20051107

i should stop paying rent

i really want to go club soon. i miss shouting at the top of my voice to be heard, laughing at my cousins' funny antics, the loud, loud throbbing music and the high i get out of it. maxing out the volume on my laptop just doesn't achieve the same effect.

i want to dance. there's something surreal and relaxing about dancing your night away, with no care for tomorrow. beat after beat, song after song, your limbs in limbo. club nights are almost every weekday here -- i am sorely tempted. it's just the part about going out in an unwieldy trench coat, and having to hold it throughout the hours on the dance floor that can be irritating. i haven't yet decided to sacrifice comfort for fashion and walk around in just clubbing attire when it's 10 degrees outside.

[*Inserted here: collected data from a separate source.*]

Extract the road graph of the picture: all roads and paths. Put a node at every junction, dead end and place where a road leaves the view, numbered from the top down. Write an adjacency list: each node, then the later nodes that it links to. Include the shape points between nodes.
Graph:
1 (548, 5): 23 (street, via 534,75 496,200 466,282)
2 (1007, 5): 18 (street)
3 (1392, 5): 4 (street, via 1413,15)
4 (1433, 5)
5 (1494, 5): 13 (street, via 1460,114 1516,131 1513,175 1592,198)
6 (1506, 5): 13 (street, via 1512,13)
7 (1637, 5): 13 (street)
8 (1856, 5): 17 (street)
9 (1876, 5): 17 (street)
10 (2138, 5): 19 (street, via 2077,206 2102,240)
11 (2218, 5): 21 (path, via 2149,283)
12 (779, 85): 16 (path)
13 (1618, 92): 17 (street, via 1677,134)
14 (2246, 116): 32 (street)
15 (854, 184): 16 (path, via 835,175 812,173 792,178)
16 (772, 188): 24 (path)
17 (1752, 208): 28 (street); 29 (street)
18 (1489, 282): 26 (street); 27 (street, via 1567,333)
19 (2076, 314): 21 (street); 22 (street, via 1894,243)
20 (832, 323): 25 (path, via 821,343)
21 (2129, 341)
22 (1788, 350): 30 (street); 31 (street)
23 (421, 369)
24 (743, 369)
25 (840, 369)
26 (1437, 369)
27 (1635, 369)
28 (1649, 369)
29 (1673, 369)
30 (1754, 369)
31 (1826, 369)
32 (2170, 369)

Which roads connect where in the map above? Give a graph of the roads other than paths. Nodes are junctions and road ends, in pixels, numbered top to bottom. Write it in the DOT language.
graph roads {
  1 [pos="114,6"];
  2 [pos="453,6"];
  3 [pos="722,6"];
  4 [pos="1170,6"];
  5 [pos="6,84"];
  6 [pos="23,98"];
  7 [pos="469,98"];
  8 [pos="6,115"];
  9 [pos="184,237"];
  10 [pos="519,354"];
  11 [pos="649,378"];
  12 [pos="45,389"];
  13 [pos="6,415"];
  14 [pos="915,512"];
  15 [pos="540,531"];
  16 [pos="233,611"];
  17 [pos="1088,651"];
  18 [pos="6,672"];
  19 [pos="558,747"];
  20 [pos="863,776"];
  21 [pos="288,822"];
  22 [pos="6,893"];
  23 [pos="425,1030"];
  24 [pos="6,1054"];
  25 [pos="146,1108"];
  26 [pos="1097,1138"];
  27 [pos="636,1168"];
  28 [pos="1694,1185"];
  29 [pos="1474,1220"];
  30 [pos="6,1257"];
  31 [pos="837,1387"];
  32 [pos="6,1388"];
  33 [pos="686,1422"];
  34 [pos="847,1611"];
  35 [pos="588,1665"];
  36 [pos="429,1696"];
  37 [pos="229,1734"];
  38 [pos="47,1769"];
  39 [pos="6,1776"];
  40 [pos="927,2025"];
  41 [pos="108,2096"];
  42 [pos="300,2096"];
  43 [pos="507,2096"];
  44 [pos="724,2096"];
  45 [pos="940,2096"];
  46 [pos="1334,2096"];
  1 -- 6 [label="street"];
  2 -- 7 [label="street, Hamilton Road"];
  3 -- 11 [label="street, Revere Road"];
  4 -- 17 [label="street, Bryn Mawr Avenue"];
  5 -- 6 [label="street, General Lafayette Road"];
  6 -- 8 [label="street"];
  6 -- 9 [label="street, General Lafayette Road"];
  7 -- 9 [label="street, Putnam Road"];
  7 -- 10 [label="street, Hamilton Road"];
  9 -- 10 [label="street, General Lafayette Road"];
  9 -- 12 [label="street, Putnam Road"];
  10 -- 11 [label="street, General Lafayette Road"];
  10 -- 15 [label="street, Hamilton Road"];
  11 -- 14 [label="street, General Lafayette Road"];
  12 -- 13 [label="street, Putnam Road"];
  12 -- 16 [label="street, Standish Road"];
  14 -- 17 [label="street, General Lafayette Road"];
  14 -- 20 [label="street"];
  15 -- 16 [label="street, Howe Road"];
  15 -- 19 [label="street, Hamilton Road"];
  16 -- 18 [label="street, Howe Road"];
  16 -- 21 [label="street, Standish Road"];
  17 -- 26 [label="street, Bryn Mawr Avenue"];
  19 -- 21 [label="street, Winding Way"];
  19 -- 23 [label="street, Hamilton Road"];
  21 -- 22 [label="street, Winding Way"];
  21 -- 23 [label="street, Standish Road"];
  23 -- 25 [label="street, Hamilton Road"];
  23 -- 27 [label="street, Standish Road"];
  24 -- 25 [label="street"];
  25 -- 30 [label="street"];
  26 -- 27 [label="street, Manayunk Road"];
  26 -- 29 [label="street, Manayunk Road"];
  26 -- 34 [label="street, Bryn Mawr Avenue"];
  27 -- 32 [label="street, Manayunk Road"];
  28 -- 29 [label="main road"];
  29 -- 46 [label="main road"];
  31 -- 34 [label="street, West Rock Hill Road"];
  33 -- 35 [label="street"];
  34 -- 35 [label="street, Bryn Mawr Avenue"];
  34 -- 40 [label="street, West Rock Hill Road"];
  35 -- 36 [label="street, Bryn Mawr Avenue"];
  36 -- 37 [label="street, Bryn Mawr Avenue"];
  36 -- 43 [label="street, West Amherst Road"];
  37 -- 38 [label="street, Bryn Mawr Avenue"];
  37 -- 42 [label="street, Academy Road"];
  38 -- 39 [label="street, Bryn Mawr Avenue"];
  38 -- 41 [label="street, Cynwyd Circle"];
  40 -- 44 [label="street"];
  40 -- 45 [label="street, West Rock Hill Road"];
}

and of course there's school tomorrow. though i've been sleeping at unearthly hours lately in tim and zk's rooms, it hardly matters. (also why i should stop paying rent =P)

maybe i should start small, try every club in oxford first before i progress to london, and the ministry of sound.

i realise i'm a city girl at heart. a month in oxford and i feel claustrophobic, my sanity restored only by a trip to london. i've also been tempted to shop and spend money flagrantly lately. it's the freedom i suppose. and the stress. i really should find a saner way, aside from shopping and clubbing, to destress!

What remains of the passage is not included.